Transition probabilities of endpoint events of a young ALL patient receiving BMT (left panel) or PB (right panel). The remaining covariates correspond to the baseline. The curves represent one-step transitions tx → e (black), two-step transitions tx → AGVHD → e (red) and tx → CGVHD → e (blue), and three-step transitions tx → AGVHD → CGVHD → e (green).

Table 2.

Summary of covariates

Age	n	Graft source	n	Disease	n
< 30 (young)	550	[BMT]	842	[AML]	1168
[30, 42.5]	534	PB/PB+BMT	803	ALL	477
> 42.5 (old)	561
Donor’s Gender	n	Gender-Match	n
F	890	FM	441
[M]	755	[not FM]	1224

Baseline groups are marked in brackets.

FM represents a female to male transplant

To assess effects of covariates, we consider pointwise and simultaneous confidence bands for pairwise differences of one-step and multi-step transition probabilities. In the case of one-step transition probabilities, we consider functions

$${\mathrm{\Delta }}_j^F(t\mid z_1,z_2)=F_j(t\mid z_1)-F_j(t\mid z_2),j\in {\mathcal{J}}_0,$$

where z₁ and z₂ are two covariate levels. We denote by ${\widehat{\mathrm{\Delta }}}_j^F$ the corresponding sample analogue of the function ${\mathrm{\Delta }}_j^F$. Results of Section 5 imply that the normalized process ${\widehat{W}}_{j,\mathrm{\Delta }}^F=\{\sqrt{n}[{\widehat{\mathrm{\Delta }}}_j^F-{\mathrm{\Delta }}_j^F](t\mid z_1,z_2):t\in [0,\tau ]\}$ converges weakly to a mean zero Gaussian process $W_{j\mathrm{\Delta }}^F=\{W_j^F(t\mid z_1)-W_j^F(t\mid z_2):t\in [0,\tau ]\}$.
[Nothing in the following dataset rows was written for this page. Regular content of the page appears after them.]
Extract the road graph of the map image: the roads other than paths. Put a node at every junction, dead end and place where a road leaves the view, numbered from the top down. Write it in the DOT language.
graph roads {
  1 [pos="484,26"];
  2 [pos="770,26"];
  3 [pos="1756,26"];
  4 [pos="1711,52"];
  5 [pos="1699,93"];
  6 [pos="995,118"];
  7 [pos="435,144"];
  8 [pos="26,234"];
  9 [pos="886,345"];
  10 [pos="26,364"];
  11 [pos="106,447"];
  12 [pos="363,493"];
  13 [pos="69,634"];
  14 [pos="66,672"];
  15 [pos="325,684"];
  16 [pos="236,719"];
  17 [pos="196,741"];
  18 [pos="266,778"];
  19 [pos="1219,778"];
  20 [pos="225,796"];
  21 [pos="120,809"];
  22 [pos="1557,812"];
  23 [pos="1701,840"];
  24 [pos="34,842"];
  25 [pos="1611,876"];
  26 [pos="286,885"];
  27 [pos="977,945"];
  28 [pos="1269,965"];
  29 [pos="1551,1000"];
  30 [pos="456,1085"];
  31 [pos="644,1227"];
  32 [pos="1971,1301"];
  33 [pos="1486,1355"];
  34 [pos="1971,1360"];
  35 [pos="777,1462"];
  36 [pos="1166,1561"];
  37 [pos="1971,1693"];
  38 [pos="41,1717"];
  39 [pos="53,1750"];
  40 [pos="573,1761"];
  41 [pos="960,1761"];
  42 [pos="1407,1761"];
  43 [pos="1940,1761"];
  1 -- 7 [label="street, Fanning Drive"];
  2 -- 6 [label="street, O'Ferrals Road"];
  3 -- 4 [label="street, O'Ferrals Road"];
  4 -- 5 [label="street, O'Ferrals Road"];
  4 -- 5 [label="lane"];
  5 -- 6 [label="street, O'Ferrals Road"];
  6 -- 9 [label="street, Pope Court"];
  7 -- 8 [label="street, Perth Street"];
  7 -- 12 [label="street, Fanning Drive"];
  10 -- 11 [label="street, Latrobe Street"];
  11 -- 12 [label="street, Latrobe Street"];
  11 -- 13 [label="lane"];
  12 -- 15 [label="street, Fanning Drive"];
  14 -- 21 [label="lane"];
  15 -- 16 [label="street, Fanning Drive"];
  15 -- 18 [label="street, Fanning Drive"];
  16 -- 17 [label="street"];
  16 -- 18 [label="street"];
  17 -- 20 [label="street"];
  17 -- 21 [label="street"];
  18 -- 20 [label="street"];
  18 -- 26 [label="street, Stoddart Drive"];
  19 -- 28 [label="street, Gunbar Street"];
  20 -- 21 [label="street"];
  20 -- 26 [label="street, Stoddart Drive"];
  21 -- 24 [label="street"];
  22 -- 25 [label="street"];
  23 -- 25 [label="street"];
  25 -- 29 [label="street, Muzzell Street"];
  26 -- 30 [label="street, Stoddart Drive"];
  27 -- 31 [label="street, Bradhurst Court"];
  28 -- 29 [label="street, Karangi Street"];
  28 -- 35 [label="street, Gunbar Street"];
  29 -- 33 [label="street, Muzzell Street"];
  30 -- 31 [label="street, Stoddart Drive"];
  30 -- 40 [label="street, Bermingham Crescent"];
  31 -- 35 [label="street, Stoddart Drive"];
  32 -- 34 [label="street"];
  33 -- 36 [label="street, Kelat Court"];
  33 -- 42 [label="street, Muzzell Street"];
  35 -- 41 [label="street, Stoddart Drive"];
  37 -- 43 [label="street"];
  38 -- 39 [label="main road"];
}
To construct confidence bands, we note that each Δ function forms a difference of two subdistributions functions. Correspondingly, it assumes values between −1 and 1. Direct application of the Gaussian approximation to the limiting distribution of the process $W_{j\mathrm{\Delta }}^F$ may result in confidence intervals and confidence bands whose bounds may fall outside the interval (−1, 1). To circumvent this problem, we use transformation method.

Let Φ: R → (−1, 1) be strictly increasing differentiable function derivative ϕ satisfying ϕ(x) > 0 for all x ∈ R. By delta method,

$$\sqrt{n}[{\mathrm{\Phi }}^{-1}({\widehat{\mathrm{\Delta }}}_j^F(t\mid z_1,z_2))-{\mathrm{\Phi }}^{-1}({\mathrm{\Delta }}_j^F(t\mid z_1,z_2))]\Rightarrow \varphi {({\mathrm{\Phi }}^{-1}({\mathrm{\Delta }}_j^F(t\mid z_1,z_2)))}^{-1}{W}_{j,\mathrm{\Delta }}^F(t\mid z_1,z_2),t\in [0,\tau ].$$

Let c_α(t₁, t₂) be the upper α percentile of the distribution of

$$\underset{t_1\le t\le t_2}{sup}\left[\frac{\mid W_{j,\mathrm{\Delta }}^F\mid }{{\widehat{\sigma }}_{{\mathrm{\Delta }}_j^F}}\right](t\mid z_1,z_2),$$

where ${\widehat{\sigma }}_{{\mathrm{\Delta }}_j^F}(t\mid z_1,z_2)$ is an estimate if the standard deviation of ${\mathrm{\Delta }}_j^F(t\mid z_1,z_2)$. Then, by the continuous mapping theorem, the 100 × (1 − α)% asymptotic confidence band for the Δ function has upper and lower bounds given by

$$\mathrm{\Phi }\left({\mathrm{\Phi }}^{-1}({\widehat{\mathrm{\Delta }}}_j^F(t\mid z_1,z_2))\pm c_{\alpha }(t_1,t_2)\frac{{\widehat{\sigma }}_{{\mathrm{\Delta }}_j^F}(t\mid z_1,z_2)}{\varphi ({\mathrm{\Phi }}^{-1}({\widehat{\mathrm{\Delta }}}_j^F(t\mid z_1,z_2)))}\right).$$ (4.2)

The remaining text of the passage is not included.